Motorbike enthusiast Lee Chapman, 34, had his life put on hold after a collision with a car near Oldmeldrum four years ago.
The Pitmedden man suffered severe injury to his right leg and massive blood loss.
After 14 operations and intensive physiotherapy to try to save Mr Chapman’s limb, he endured a major setback in March 2017 when his leg contracted a life-threatening infection.
Doctors attempted to save it, but ultimately decided that the safest course of action was to amputate.
He said: “I feel my accident forced me to re-evaluate life, and I quickly realised that you have to live it to your full potential.”
Shortly after his amputation, operations manager Mr Chapman – who is originally from Turriff – discovered the charity Finding Your Feet.
It supported him as he adjusted to life as an amputee, with a local network of others who could understand what he was going through as he got used to his prosthetic leg.
He now runs a group for amputees in Aberdeen, which meets once a month.
Aiming to raise £10,000 for the charity, Mr Chapman will today achieve his goal of reaching Mount Everest base camp.
Speaking to the Press and Journal from the nearby village of Lobuche, 16,240 feet above sea level, he said: “It’s been an amazing journey.
“I feel completely alive being in this climate – almost 12,000 feet higher than any point in the UK.
“Being able to see the highest point in the world with my own eyes, that I have read about for so long, is just incredible.
“Another highlight was when people in one of the local villages battered a Mars Bar for me.

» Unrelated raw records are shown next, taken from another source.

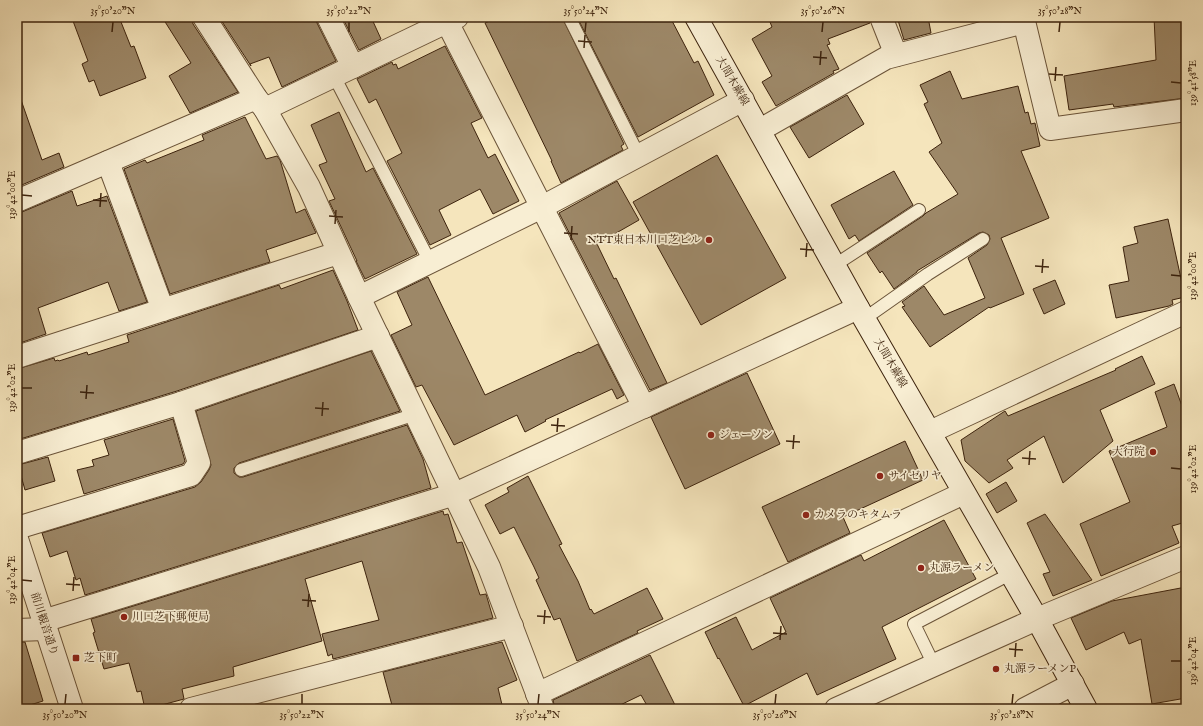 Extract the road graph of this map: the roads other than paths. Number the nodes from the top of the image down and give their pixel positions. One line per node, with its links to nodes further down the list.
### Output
1 (204, 17): 11 (street)
2 (328, 17): 9 (street)
3 (569, 17): 14 (lane)
4 (696, 17): 10 (street, 大間木蕨線)
5 (881, 17): 8 (street)
6 (452, 20): 9 (street); 17 (street)
7 (1023, 20): 8 (street); 12 (street)
8 (896, 55): 13 (street)
9 (344, 71): 11 (street); 21 (lane)
10 (743, 100): 13 (street, 大間木蕨線); 14 (street)
11 (261, 104): 15 (street); 20 (street)
12 (1186, 110)
13 (760, 130): 22 (street, 大間木蕨線)
14 (639, 156): 17 (street)
15 (108, 162): 16 (street); 24 (street)
16 (17, 201)
17 (542, 207): 21 (street); 30 (street)
18 (918, 210): 22 (lane)
19 (982, 239): 26 (lane)
20 (338, 253): 23 (street); 24 (street)
21 (430, 262): 23 (street)
22 (835, 265): 26 (street, 大間木蕨線)
23 (359, 297): 27 (street)
24 (163, 310): 28 (street)
25 (1186, 312): 32 (street)
26 (861, 313): 30 (street); 32 (street, 大間木蕨線)
27 (378, 336): 29 (street); 31 (street)
28 (17, 357)
29 (181, 403): 33 (street); 37 (street)
30 (644, 407): 36 (street)
31 (416, 414): 34 (lane); 36 (street)
32 (930, 432): 35 (street, 大間木蕨線)
33 (17, 453)
34 (241, 470)
35 (964, 493): 40 (street, 大間木蕨線); 47 (street)
36 (455, 494): 42 (street); 43 (street)
37 (17, 528)
38 (17, 539): 42 (street, 前川観音通り)
39 (1186, 557): 41 (street)
40 (1010, 574): 41 (street, 大間木蕨線); 45 (lane)
41 (1037, 619): 45 (street); 46 (street, 大間木蕨線)
42 (44, 625): 44 (street); 48 (street, 前川観音通り)
43 (512, 626): 47 (street); 49 (street)
44 (17, 630)
45 (934, 665): 50 (street)
46 (1073, 684): 51 (street); 52 (street, 大間木蕨線)
47 (540, 702)
48 (72, 709)
49 (191, 709)
50 (836, 709)
51 (1025, 709)
52 (1086, 709)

“The biggest challenge has to be keeping my leg attached to me, with changing temperatures and rough terrain.”
Mr Chapman is so far halfway towards his fundraising target.
“As a non-government funded charity, donations are vital to the success of Finding Your Feet,” he said.
“Their aim is to reduce isolation among the amputee community, and they run over 50 clubs every month across Scotland.
“But none of this would be possible without the support of donations.”